Bill and Dave by Michael S Malone ***

Bill & Dave, as anyone who grew up on Silicon Valley knows, is Bill Hewlett and Dave Packard. Michael S Malone's book is part history, part business advice and part hagiography.

Let's start with the history. You younger reader might not remember this, but in the early 1940's, most of the industrial world was blown to smithereens ... basically everything except the United States. This asymmetry meant laid the groundwork for the greatest period of economic success and expansion the United States has ever or will ever experience. HP was one of the many companies that benefited from this historical accident. This book chronicles how they internalized their success as unique and validation of genius, in spite of the later difficulties when a more normal conditions were restored.

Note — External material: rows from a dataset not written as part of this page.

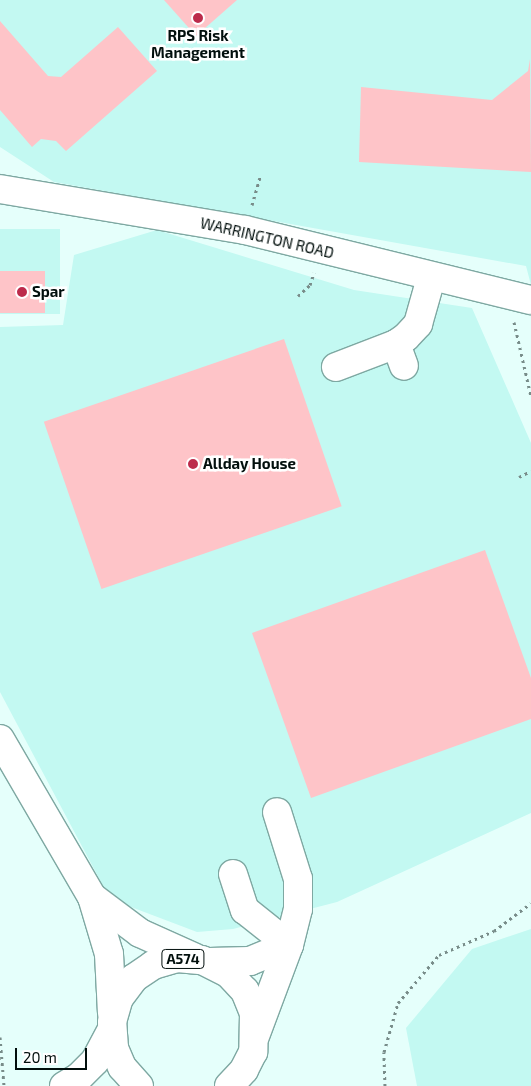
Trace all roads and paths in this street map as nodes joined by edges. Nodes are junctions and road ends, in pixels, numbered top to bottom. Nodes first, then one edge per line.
1 (261, 174) dead end
2 (0, 189) edge
3 (251, 207) dead end
4 (315, 271) dead end
5 (431, 278) junction
6 (298, 296) dead end
7 (524, 299) edge
8 (336, 367) dead end
9 (531, 396) edge
10 (531, 471) edge
11 (519, 477) dead end
12 (0, 739) edge
13 (277, 812) dead end
14 (233, 874) dead end
15 (92, 897) junction
16 (531, 903) edge
17 (289, 945) junction
18 (205, 961) junction
19 (112, 1025) junction
20 (0, 1037) edge
21 (254, 1044) junction
22 (4, 1086) edge
23 (64, 1086) edge
24 (140, 1086) edge
25 (229, 1086) edge
26 (256, 1086) edge
27 (385, 1086) edge

1 - 3 path
2 - 5 main road, WARRINGTON ROAD
4 - 6 path
5 - 7 main road, WARRINGTON ROAD
5 - 8 main road
7 - 9 path
10 - 11 path
12 - 15 main road, A574
13 - 17 main road
14 - 17 main road
15 - 18 main road, A574
15 - 19 main road, A574
16 - 27 path
17 - 18 main road
17 - 21 main road
18 - 19 main road, A574
18 - 21 main road, A574
19 - 23 main road
19 - 24 main road, A574
20 - 22 path
21 - 25 main road
21 - 26 main road, A574

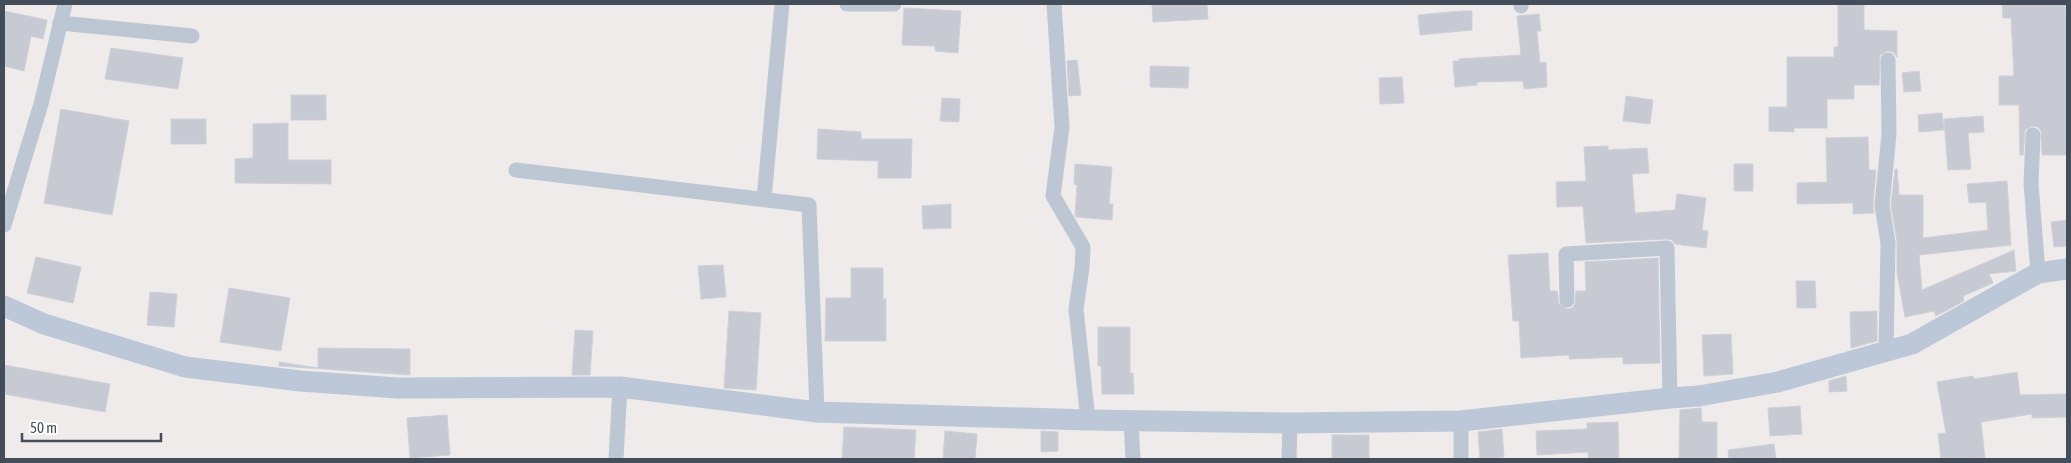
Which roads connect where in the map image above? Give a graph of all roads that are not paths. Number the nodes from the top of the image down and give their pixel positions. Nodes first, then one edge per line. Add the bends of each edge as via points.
1 (65, 4) edge
2 (782, 4) edge
3 (847, 4) edge
4 (894, 4) edge
5 (1054, 4) edge
6 (60, 23) junction
7 (192, 36) dead end
8 (1888, 60) dead end
9 (2033, 135) dead end
10 (516, 170) dead end
11 (764, 199) junction
12 (4, 225) edge
13 (2067, 269) edge
14 (2038, 273) junction
15 (1567, 300) dead end
16 (4, 306) edge
17 (1886, 352) junction
18 (620, 388) junction
19 (1670, 398) junction
20 (817, 412) junction
21 (1088, 420) junction
22 (1130, 421) junction
23 (1461, 421) junction
24 (1290, 423) junction
25 (616, 459) edge
26 (1133, 459) edge
27 (1290, 459) edge
28 (1461, 459) edge

1 - 6 street
2 - 11 street
3 - 4 street
5 - 21 street via 1062,127 1053,196 1084,247 1076,309
6 - 7 street
6 - 12 street via 41,104
8 - 17 street via 1890,134 1882,205 1888,243
9 - 14 street via 2031,183
10 - 11 street
11 - 20 street via 809,205
13 - 14 street
14 - 17 street via 1912,344
15 - 19 street via 1566,254 1667,248
16 - 18 street via 44,324 185,368 398,388
17 - 19 street via 1778,382
18 - 20 street
18 - 25 street
19 - 23 street
20 - 21 street
21 - 22 street
22 - 24 street
22 - 26 street
23 - 24 street
23 - 28 street
24 - 27 street

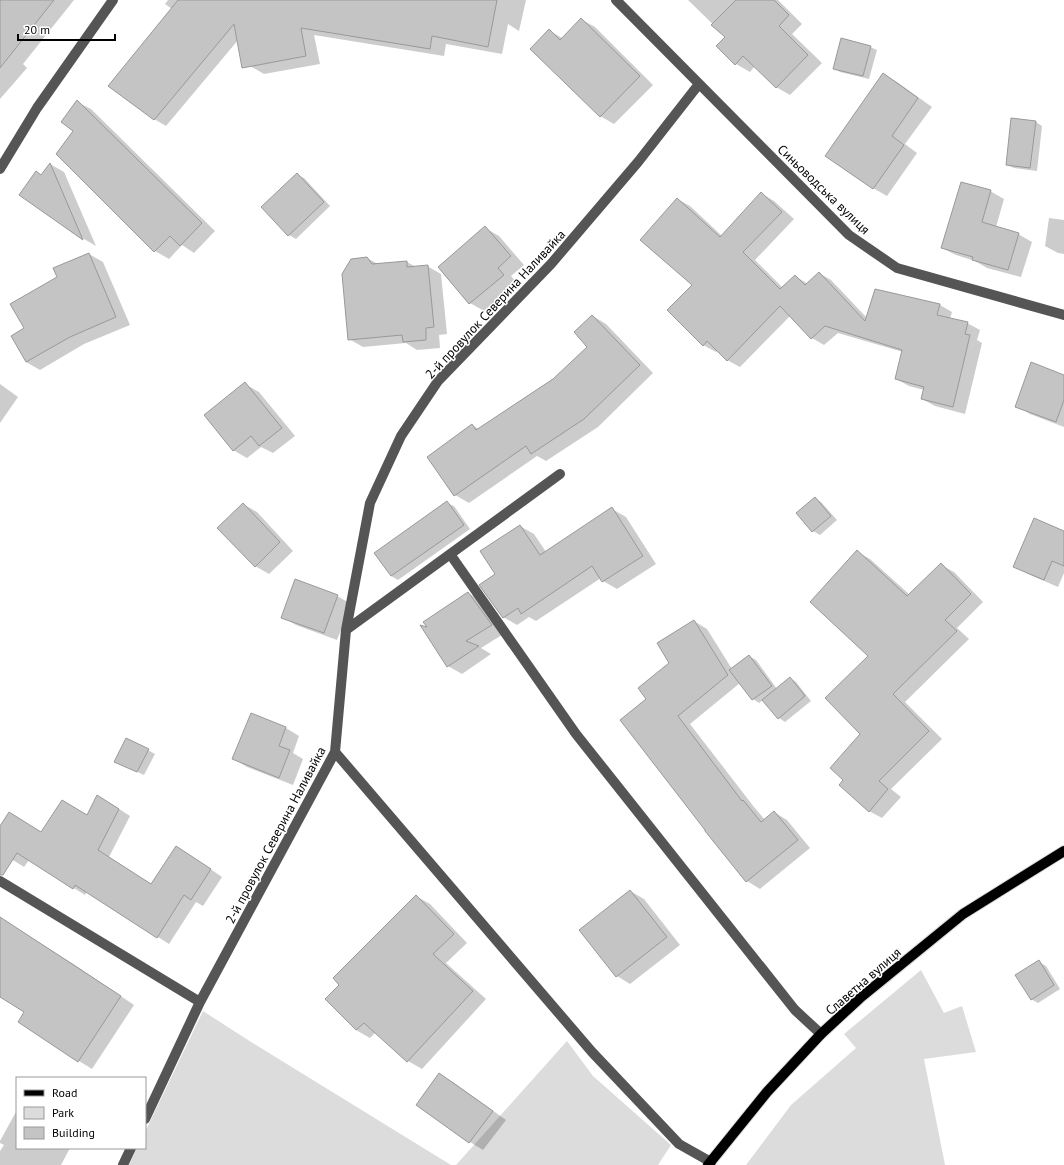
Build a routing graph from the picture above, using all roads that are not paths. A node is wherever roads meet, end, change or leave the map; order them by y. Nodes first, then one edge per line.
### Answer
1 (113, 0) edge
2 (616, 0) edge
3 (699, 84) junction
4 (0, 169) edge
5 (1064, 315) edge
6 (560, 474) dead end
7 (450, 554) junction
8 (346, 630) junction
9 (335, 752) junction
10 (1064, 851) edge
11 (0, 881) edge
12 (200, 1002) junction
13 (822, 1034) junction
14 (146, 1117) edge
15 (131, 1149) edge
16 (710, 1163) edge
17 (123, 1165) edge

1 - 4 street
2 - 3 street, Синьоводська вулиця
3 - 5 street, Синьоводська вулиця
3 - 8 street, 2-й провулок Северина Наливайка
6 - 7 street
7 - 8 street
7 - 13 street
8 - 9 street, 2-й провулок Северина Наливайка
9 - 12 street, 2-й провулок Северина Наливайка
9 - 16 street
10 - 13 main road, Славетна вулиця
11 - 12 street
12 - 14 street, 2-й провулок Северина Наливайка
13 - 16 main road, Славетна вулиця
15 - 17 street

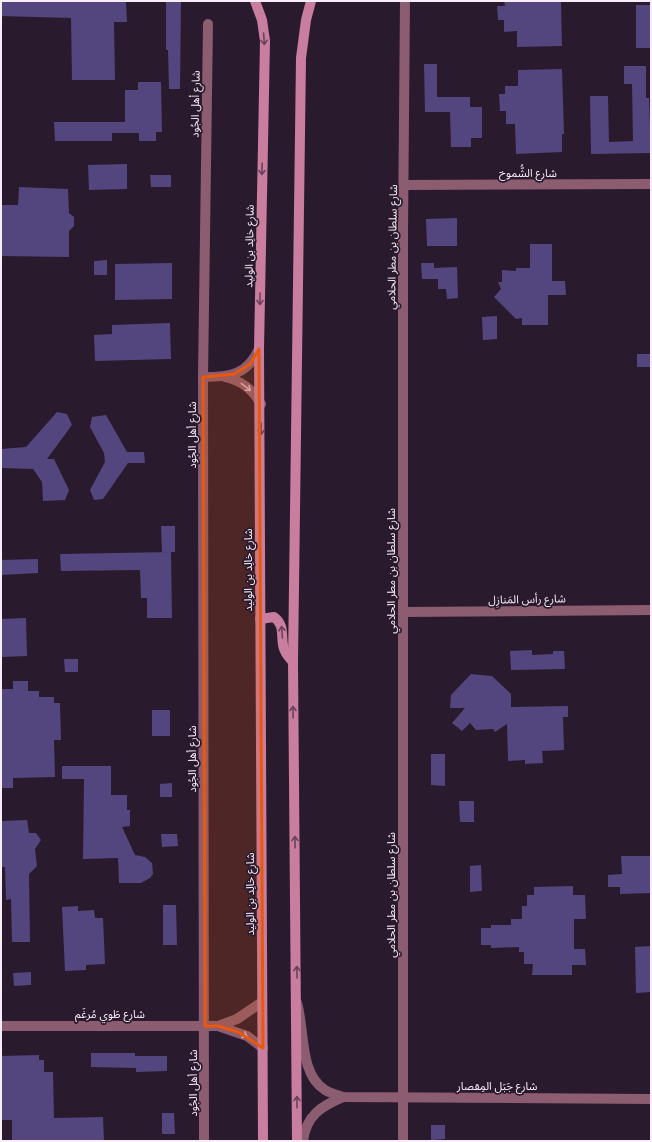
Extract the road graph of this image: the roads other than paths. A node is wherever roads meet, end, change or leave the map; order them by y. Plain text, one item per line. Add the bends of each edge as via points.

The business advice. If you are a busy business person looking for advice, the author correctly assumes you don't want to wade through the swamp of praise and rationalization. The 100-200 business advice one-liners are collected in the back of the book with gems like:
In high tech especially, it is vital to be revolutionary, but dangerous to be Utopian.
and
Take care of your smallest clients - they may one day be your biggest.
And finally the hagiography. The case of beatification is stated over and over citing such miracles as an early foray in X-Y plotters (if you don't know, don't ask) laying the groundwork for PC printers, and desktop calculators doing the same for PCs. Assumptions only the faithful can believe.

I'm sure retired HPers will love the book, and other Silicon Valley veterans might enjoy the history, though it is biased and repetitive. Otherwise, not much to recommend it.

Disclosure: I benefited by HP's mismanagement in the 1980s when they became a source of well-trained engineers and managers for many Silicon Valley start-ups.